Input data:
====
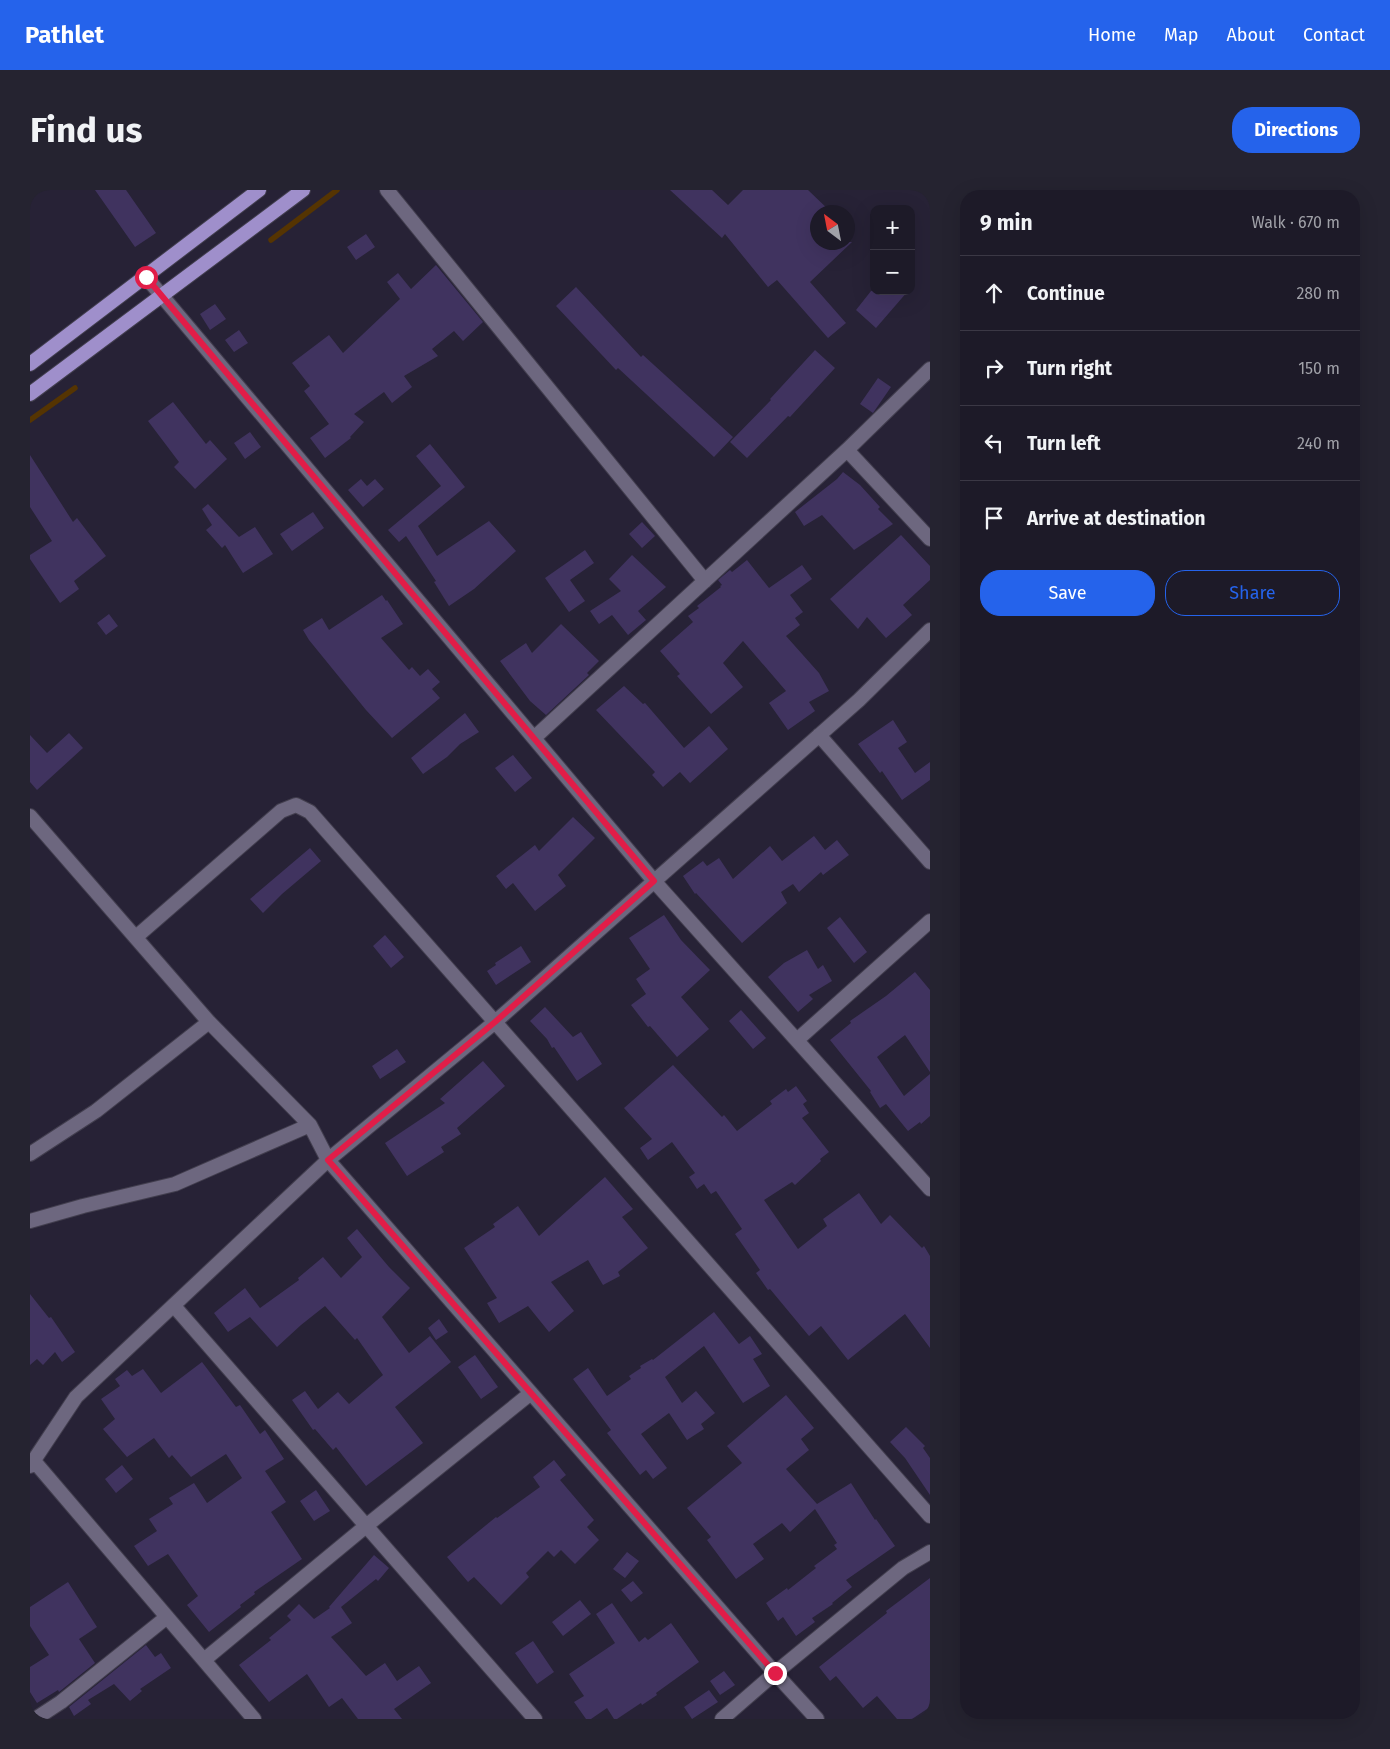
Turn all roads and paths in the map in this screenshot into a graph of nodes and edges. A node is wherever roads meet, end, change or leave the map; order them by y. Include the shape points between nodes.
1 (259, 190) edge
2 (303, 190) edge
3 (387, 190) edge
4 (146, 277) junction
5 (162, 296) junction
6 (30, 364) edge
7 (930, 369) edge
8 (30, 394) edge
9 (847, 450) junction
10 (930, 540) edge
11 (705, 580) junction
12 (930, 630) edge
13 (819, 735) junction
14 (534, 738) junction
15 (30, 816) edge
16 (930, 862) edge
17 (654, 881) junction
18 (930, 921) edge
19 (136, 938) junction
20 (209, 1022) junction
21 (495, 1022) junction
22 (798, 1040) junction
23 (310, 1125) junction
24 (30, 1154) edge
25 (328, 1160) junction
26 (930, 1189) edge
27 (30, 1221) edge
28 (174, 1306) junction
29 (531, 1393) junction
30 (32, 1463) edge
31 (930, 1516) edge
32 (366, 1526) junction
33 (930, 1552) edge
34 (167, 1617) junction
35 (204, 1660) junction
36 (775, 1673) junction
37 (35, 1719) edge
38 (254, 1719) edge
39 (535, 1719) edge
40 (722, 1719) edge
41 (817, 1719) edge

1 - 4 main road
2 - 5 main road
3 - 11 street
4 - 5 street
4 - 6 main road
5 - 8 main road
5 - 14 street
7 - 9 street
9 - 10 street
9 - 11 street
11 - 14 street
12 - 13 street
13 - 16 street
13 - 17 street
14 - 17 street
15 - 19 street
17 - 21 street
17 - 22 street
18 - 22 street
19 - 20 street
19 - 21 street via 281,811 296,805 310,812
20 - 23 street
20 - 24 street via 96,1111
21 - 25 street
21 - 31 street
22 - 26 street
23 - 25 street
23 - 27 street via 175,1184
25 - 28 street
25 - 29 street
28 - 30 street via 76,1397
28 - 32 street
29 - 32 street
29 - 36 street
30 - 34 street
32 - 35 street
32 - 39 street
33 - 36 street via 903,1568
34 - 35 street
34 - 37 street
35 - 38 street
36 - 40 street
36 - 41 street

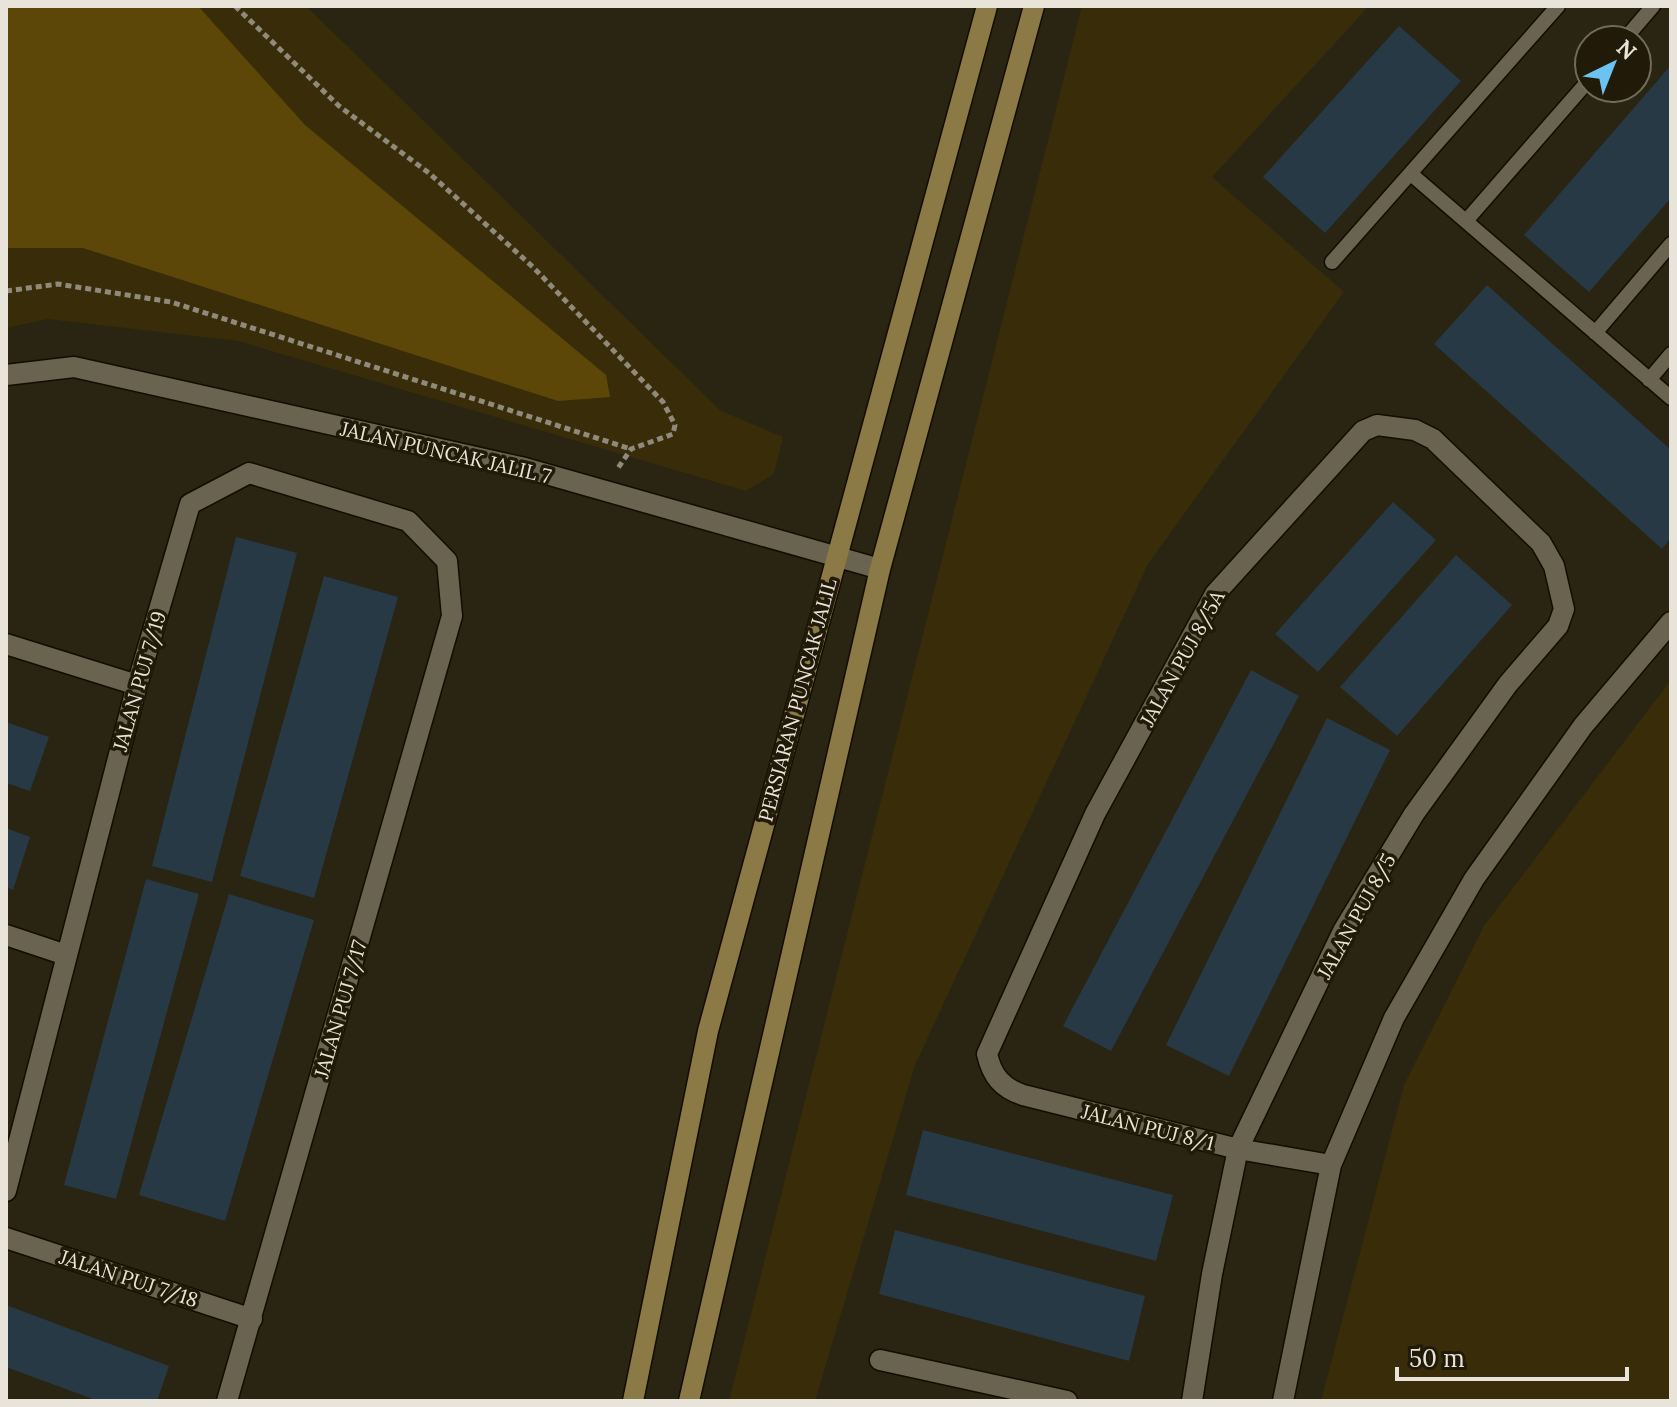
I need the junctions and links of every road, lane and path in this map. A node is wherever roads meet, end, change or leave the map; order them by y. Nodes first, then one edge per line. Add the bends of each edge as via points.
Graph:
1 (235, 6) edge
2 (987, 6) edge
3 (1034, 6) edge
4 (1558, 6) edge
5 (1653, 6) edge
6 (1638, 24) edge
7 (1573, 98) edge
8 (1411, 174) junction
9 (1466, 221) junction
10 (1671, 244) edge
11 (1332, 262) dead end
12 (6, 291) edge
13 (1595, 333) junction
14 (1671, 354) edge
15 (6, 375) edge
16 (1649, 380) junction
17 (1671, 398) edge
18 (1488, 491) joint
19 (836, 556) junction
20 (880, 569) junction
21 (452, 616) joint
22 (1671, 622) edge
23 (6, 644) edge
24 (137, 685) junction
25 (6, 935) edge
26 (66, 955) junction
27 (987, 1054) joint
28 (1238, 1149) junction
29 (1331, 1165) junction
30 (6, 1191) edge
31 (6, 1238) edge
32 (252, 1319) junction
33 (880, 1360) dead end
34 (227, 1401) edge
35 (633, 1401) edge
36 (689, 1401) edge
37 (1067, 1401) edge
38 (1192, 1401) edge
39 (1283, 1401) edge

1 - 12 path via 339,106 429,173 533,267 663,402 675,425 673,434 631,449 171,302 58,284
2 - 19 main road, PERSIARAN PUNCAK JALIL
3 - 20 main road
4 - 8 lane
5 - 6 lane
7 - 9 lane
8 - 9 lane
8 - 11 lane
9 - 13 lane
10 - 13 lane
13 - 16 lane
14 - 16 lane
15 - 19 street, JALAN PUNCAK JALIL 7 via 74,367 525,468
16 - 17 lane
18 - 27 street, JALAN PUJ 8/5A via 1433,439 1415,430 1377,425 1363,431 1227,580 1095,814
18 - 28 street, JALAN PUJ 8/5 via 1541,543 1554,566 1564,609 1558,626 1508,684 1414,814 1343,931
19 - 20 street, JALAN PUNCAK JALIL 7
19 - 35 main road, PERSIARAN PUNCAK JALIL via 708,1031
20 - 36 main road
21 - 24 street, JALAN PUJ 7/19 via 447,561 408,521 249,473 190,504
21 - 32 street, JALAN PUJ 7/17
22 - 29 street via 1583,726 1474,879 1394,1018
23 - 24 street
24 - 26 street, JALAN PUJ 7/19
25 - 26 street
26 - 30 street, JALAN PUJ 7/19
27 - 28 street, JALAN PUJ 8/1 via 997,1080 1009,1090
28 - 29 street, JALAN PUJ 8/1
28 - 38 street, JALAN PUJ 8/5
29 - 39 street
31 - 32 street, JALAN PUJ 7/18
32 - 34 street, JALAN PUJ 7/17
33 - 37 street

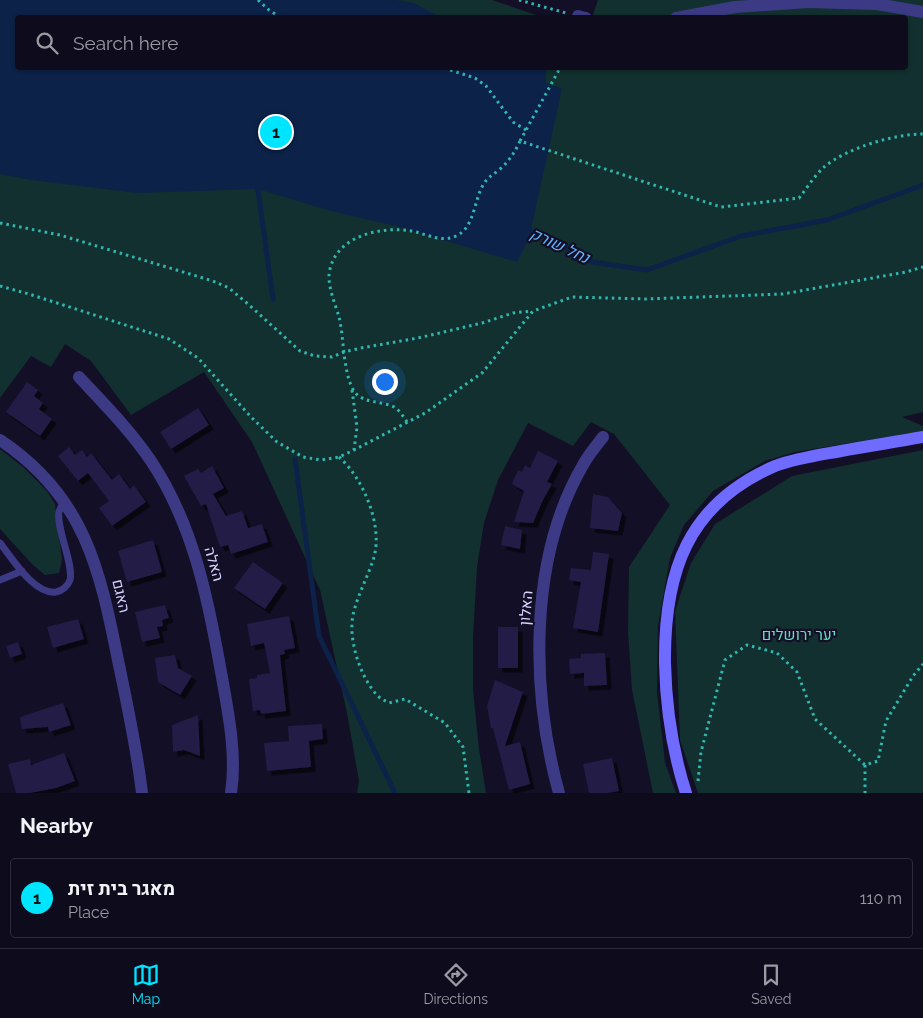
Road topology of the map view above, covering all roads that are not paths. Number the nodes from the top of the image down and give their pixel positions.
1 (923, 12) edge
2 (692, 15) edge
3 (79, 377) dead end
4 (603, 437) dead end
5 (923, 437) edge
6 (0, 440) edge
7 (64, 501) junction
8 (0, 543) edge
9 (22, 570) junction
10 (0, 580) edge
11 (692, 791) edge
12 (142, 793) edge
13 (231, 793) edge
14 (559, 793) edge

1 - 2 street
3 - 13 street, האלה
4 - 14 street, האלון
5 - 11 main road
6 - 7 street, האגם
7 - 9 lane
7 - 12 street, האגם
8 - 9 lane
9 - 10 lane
====
Exercise description:
The entries above, without their pictures, should be written out exactly.

Task solution:
Turn all roads and paths in the map in this screenshot into a graph of nodes and edges. A node is wherever roads meet, end, change or leave the map; order them by y. Include the shape points between nodes.
1 (259, 190) edge
2 (303, 190) edge
3 (387, 190) edge
4 (146, 277) junction
5 (162, 296) junction
6 (30, 364) edge
7 (930, 369) edge
8 (30, 394) edge
9 (847, 450) junction
10 (930, 540) edge
11 (705, 580) junction
12 (930, 630) edge
13 (819, 735) junction
14 (534, 738) junction
15 (30, 816) edge
16 (930, 862) edge
17 (654, 881) junction
18 (930, 921) edge
19 (136, 938) junction
20 (209, 1022) junction
21 (495, 1022) junction
22 (798, 1040) junction
23 (310, 1125) junction
24 (30, 1154) edge
25 (328, 1160) junction
26 (930, 1189) edge
27 (30, 1221) edge
28 (174, 1306) junction
29 (531, 1393) junction
30 (32, 1463) edge
31 (930, 1516) edge
32 (366, 1526) junction
33 (930, 1552) edge
34 (167, 1617) junction
35 (204, 1660) junction
36 (775, 1673) junction
37 (35, 1719) edge
38 (254, 1719) edge
39 (535, 1719) edge
40 (722, 1719) edge
41 (817, 1719) edge

1 - 4 main road
2 - 5 main road
3 - 11 street
4 - 5 street
4 - 6 main road
5 - 8 main road
5 - 14 street
7 - 9 street
9 - 10 street
9 - 11 street
11 - 14 street
12 - 13 street
13 - 16 street
13 - 17 street
14 - 17 street
15 - 19 street
17 - 21 street
17 - 22 street
18 - 22 street
19 - 20 street
19 - 21 street via 281,811 296,805 310,812
20 - 23 street
20 - 24 street via 96,1111
21 - 25 street
21 - 31 street
22 - 26 street
23 - 25 street
23 - 27 street via 175,1184
25 - 28 street
25 - 29 street
28 - 30 street via 76,1397
28 - 32 street
29 - 32 street
29 - 36 street
30 - 34 street
32 - 35 street
32 - 39 street
33 - 36 street via 903,1568
34 - 35 street
34 - 37 street
35 - 38 street
36 - 40 street
36 - 41 street

I need the junctions and links of every road, lane and path in this map. A node is wherever roads meet, end, change or leave the map; order them by y. Nodes first, then one edge per line. Add the bends of each edge as via points.
Graph:
1 (235, 6) edge
2 (987, 6) edge
3 (1034, 6) edge
4 (1558, 6) edge
5 (1653, 6) edge
6 (1638, 24) edge
7 (1573, 98) edge
8 (1411, 174) junction
9 (1466, 221) junction
10 (1671, 244) edge
11 (1332, 262) dead end
12 (6, 291) edge
13 (1595, 333) junction
14 (1671, 354) edge
15 (6, 375) edge
16 (1649, 380) junction
17 (1671, 398) edge
18 (1488, 491) joint
19 (836, 556) junction
20 (880, 569) junction
21 (452, 616) joint
22 (1671, 622) edge
23 (6, 644) edge
24 (137, 685) junction
25 (6, 935) edge
26 (66, 955) junction
27 (987, 1054) joint
28 (1238, 1149) junction
29 (1331, 1165) junction
30 (6, 1191) edge
31 (6, 1238) edge
32 (252, 1319) junction
33 (880, 1360) dead end
34 (227, 1401) edge
35 (633, 1401) edge
36 (689, 1401) edge
37 (1067, 1401) edge
38 (1192, 1401) edge
39 (1283, 1401) edge

1 - 12 path via 339,106 429,173 533,267 663,402 675,425 673,434 631,449 171,302 58,284
2 - 19 main road, PERSIARAN PUNCAK JALIL
3 - 20 main road
4 - 8 lane
5 - 6 lane
7 - 9 lane
8 - 9 lane
8 - 11 lane
9 - 13 lane
10 - 13 lane
13 - 16 lane
14 - 16 lane
15 - 19 street, JALAN PUNCAK JALIL 7 via 74,367 525,468
16 - 17 lane
18 - 27 street, JALAN PUJ 8/5A via 1433,439 1415,430 1377,425 1363,431 1227,580 1095,814
18 - 28 street, JALAN PUJ 8/5 via 1541,543 1554,566 1564,609 1558,626 1508,684 1414,814 1343,931
19 - 20 street, JALAN PUNCAK JALIL 7
19 - 35 main road, PERSIARAN PUNCAK JALIL via 708,1031
20 - 36 main road
21 - 24 street, JALAN PUJ 7/19 via 447,561 408,521 249,473 190,504
21 - 32 street, JALAN PUJ 7/17
22 - 29 street via 1583,726 1474,879 1394,1018
23 - 24 street
24 - 26 street, JALAN PUJ 7/19
25 - 26 street
26 - 30 street, JALAN PUJ 7/19
27 - 28 street, JALAN PUJ 8/1 via 997,1080 1009,1090
28 - 29 street, JALAN PUJ 8/1
28 - 38 street, JALAN PUJ 8/5
29 - 39 street
31 - 32 street, JALAN PUJ 7/18
32 - 34 street, JALAN PUJ 7/17
33 - 37 street

Road topology of the map view above, covering all roads that are not paths. Number the nodes from the top of the image down and give their pixel positions.
1 (923, 12) edge
2 (692, 15) edge
3 (79, 377) dead end
4 (603, 437) dead end
5 (923, 437) edge
6 (0, 440) edge
7 (64, 501) junction
8 (0, 543) edge
9 (22, 570) junction
10 (0, 580) edge
11 (692, 791) edge
12 (142, 793) edge
13 (231, 793) edge
14 (559, 793) edge

1 - 2 street
3 - 13 street, האלה
4 - 14 street, האלון
5 - 11 main road
6 - 7 street, האגם
7 - 9 lane
7 - 12 street, האגם
8 - 9 lane
9 - 10 lane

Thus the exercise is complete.